Estudos feito pela Associação Brasileira de Medicina de Grupo (Abramge) garantem que as novas normas para os planos de saúde poderão acarretar aumento de 10% para o consumidor. ‘‘É óbvio que vai ter reajuste’’, disse Arlindo de Almeida, presidente da Abramge. ‘‘No entanto, não há razão para isso ocorrer agora.’’
As empresas do setor têm até janeiro de 99 para adaptar-se às novas normas. Almeida acredita que o aumento ocorrerá, principalmente, nas empresas que apresentam um plano de cobertura maior. Mesmo assim, ele disse que muitas deverão ‘‘absorver o impacto’’.

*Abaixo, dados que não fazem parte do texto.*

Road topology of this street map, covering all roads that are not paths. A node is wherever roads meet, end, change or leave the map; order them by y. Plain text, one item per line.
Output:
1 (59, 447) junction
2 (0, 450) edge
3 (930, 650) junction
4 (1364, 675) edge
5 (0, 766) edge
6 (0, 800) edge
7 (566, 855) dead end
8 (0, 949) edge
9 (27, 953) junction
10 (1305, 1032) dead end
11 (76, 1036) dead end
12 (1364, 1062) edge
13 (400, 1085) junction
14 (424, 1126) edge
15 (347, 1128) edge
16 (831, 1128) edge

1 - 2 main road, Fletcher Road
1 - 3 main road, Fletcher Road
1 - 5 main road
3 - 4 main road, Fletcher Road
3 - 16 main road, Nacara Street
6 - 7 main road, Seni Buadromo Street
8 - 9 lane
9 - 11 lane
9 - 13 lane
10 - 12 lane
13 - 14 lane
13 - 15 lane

As novas normas são ‘‘aguardadas e necessárias’’, segundo Almeida. Os planos de instituições pequenas, como hospitais e as entidades filantrópicas, terão impacto maior, explicou o presidente da Abramge.São 320 das 850 medicinas de grupo do País. ‘‘O setor estará passando por uma fase de redimensionamento e muitas empresas fecharão’’, disse.
Os usuários dos planos menores sofrerão mais com as novas normas pois os planos terão de tomar medidas drásticas para sobreviver.
Os planos de saúde são divididos em três tipos diferentes de serviços. As medicinas de grupo e cooperativas oferecem atendimento médico mediante pagamento mensal. Já as seguradoras ressarcem o cliente após a consulta ou procedimento médico.